◆ WHAT YOU HAVE TO DO
Each line of the data should be duplicated precisely.

********

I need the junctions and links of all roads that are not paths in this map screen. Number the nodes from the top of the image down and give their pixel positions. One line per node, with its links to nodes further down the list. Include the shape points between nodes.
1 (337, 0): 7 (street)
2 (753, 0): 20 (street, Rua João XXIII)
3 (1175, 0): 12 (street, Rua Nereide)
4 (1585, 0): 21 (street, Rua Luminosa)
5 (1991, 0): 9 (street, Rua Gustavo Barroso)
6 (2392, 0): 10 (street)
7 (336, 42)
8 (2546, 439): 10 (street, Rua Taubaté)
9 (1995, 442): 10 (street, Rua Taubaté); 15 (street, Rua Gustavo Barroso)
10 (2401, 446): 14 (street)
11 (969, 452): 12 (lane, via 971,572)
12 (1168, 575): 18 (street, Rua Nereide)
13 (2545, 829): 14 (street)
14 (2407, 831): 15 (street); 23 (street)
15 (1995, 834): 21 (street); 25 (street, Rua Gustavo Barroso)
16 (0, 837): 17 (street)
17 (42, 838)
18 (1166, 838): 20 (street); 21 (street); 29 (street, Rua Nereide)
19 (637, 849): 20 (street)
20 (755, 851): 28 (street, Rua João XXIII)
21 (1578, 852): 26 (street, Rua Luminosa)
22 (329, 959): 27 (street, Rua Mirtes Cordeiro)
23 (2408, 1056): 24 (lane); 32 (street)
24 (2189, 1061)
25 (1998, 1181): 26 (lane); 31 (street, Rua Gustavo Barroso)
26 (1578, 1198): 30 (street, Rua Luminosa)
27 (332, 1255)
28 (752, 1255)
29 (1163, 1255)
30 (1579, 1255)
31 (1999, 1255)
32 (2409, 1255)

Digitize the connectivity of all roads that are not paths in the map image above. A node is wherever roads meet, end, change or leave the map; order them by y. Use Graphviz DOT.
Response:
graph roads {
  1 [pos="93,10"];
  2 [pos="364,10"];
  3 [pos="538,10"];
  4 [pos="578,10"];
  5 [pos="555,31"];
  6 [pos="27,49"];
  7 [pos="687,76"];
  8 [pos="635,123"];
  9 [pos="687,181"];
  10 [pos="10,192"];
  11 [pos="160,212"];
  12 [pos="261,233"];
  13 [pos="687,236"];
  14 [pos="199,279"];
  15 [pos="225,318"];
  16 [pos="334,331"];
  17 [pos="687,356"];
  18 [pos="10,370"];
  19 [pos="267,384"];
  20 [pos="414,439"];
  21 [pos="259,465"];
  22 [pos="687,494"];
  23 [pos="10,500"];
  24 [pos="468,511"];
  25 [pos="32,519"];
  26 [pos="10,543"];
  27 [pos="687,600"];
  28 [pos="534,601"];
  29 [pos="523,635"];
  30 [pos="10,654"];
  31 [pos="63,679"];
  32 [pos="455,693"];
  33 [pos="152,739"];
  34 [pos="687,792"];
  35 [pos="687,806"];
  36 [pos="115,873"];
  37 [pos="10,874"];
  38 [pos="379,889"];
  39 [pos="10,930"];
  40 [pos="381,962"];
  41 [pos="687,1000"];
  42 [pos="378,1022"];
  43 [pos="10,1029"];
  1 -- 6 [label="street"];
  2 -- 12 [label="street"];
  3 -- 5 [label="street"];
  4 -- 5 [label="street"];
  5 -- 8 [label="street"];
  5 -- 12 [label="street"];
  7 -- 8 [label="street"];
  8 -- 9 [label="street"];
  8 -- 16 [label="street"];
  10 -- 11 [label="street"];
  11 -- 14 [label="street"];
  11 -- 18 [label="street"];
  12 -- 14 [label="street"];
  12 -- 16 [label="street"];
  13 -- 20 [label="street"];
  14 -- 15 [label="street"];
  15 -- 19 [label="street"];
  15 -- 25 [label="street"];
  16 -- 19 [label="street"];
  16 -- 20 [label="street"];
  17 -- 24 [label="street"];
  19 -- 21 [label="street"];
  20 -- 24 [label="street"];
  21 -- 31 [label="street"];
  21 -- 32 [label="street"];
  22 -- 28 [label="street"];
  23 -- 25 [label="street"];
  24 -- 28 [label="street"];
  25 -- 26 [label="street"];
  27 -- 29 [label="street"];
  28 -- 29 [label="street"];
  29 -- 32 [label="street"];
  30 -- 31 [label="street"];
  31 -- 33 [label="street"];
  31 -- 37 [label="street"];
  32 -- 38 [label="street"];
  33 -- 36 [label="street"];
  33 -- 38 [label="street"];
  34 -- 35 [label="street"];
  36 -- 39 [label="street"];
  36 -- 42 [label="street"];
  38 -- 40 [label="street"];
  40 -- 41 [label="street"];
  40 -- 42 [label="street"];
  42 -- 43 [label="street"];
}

********

◆ WRITTEN RESPONSE
I need the junctions and links of all roads that are not paths in this map screen. Number the nodes from the top of the image down and give their pixel positions. One line per node, with its links to nodes further down the list. Include the shape points between nodes.
1 (337, 0): 7 (street)
2 (753, 0): 20 (street, Rua João XXIII)
3 (1175, 0): 12 (street, Rua Nereide)
4 (1585, 0): 21 (street, Rua Luminosa)
5 (1991, 0): 9 (street, Rua Gustavo Barroso)
6 (2392, 0): 10 (street)
7 (336, 42)
8 (2546, 439): 10 (street, Rua Taubaté)
9 (1995, 442): 10 (street, Rua Taubaté); 15 (street, Rua Gustavo Barroso)
10 (2401, 446): 14 (street)
11 (969, 452): 12 (lane, via 971,572)
12 (1168, 575): 18 (street, Rua Nereide)
13 (2545, 829): 14 (street)
14 (2407, 831): 15 (street); 23 (street)
15 (1995, 834): 21 (street); 25 (street, Rua Gustavo Barroso)
16 (0, 837): 17 (street)
17 (42, 838)
18 (1166, 838): 20 (street); 21 (street); 29 (street, Rua Nereide)
19 (637, 849): 20 (street)
20 (755, 851): 28 (street, Rua João XXIII)
21 (1578, 852): 26 (street, Rua Luminosa)
22 (329, 959): 27 (street, Rua Mirtes Cordeiro)
23 (2408, 1056): 24 (lane); 32 (street)
24 (2189, 1061)
25 (1998, 1181): 26 (lane); 31 (street, Rua Gustavo Barroso)
26 (1578, 1198): 30 (street, Rua Luminosa)
27 (332, 1255)
28 (752, 1255)
29 (1163, 1255)
30 (1579, 1255)
31 (1999, 1255)
32 (2409, 1255)

Digitize the connectivity of all roads that are not paths in the map image above. A node is wherever roads meet, end, change or leave the map; order them by y. Use Graphviz DOT.
Response:
graph roads {
  1 [pos="93,10"];
  2 [pos="364,10"];
  3 [pos="538,10"];
  4 [pos="578,10"];
  5 [pos="555,31"];
  6 [pos="27,49"];
  7 [pos="687,76"];
  8 [pos="635,123"];
  9 [pos="687,181"];
  10 [pos="10,192"];
  11 [pos="160,212"];
  12 [pos="261,233"];
  13 [pos="687,236"];
  14 [pos="199,279"];
  15 [pos="225,318"];
  16 [pos="334,331"];
  17 [pos="687,356"];
  18 [pos="10,370"];
  19 [pos="267,384"];
  20 [pos="414,439"];
  21 [pos="259,465"];
  22 [pos="687,494"];
  23 [pos="10,500"];
  24 [pos="468,511"];
  25 [pos="32,519"];
  26 [pos="10,543"];
  27 [pos="687,600"];
  28 [pos="534,601"];
  29 [pos="523,635"];
  30 [pos="10,654"];
  31 [pos="63,679"];
  32 [pos="455,693"];
  33 [pos="152,739"];
  34 [pos="687,792"];
  35 [pos="687,806"];
  36 [pos="115,873"];
  37 [pos="10,874"];
  38 [pos="379,889"];
  39 [pos="10,930"];
  40 [pos="381,962"];
  41 [pos="687,1000"];
  42 [pos="378,1022"];
  43 [pos="10,1029"];
  1 -- 6 [label="street"];
  2 -- 12 [label="street"];
  3 -- 5 [label="street"];
  4 -- 5 [label="street"];
  5 -- 8 [label="street"];
  5 -- 12 [label="street"];
  7 -- 8 [label="street"];
  8 -- 9 [label="street"];
  8 -- 16 [label="street"];
  10 -- 11 [label="street"];
  11 -- 14 [label="street"];
  11 -- 18 [label="street"];
  12 -- 14 [label="street"];
  12 -- 16 [label="street"];
  13 -- 20 [label="street"];
  14 -- 15 [label="street"];
  15 -- 19 [label="street"];
  15 -- 25 [label="street"];
  16 -- 19 [label="street"];
  16 -- 20 [label="street"];
  17 -- 24 [label="street"];
  19 -- 21 [label="street"];
  20 -- 24 [label="street"];
  21 -- 31 [label="street"];
  21 -- 32 [label="street"];
  22 -- 28 [label="street"];
  23 -- 25 [label="street"];
  24 -- 28 [label="street"];
  25 -- 26 [label="street"];
  27 -- 29 [label="street"];
  28 -- 29 [label="street"];
  29 -- 32 [label="street"];
  30 -- 31 [label="street"];
  31 -- 33 [label="street"];
  31 -- 37 [label="street"];
  32 -- 38 [label="street"];
  33 -- 36 [label="street"];
  33 -- 38 [label="street"];
  34 -- 35 [label="street"];
  36 -- 39 [label="street"];
  36 -- 42 [label="street"];
  38 -- 40 [label="street"];
  40 -- 41 [label="street"];
  40 -- 42 [label="street"];
  42 -- 43 [label="street"];
}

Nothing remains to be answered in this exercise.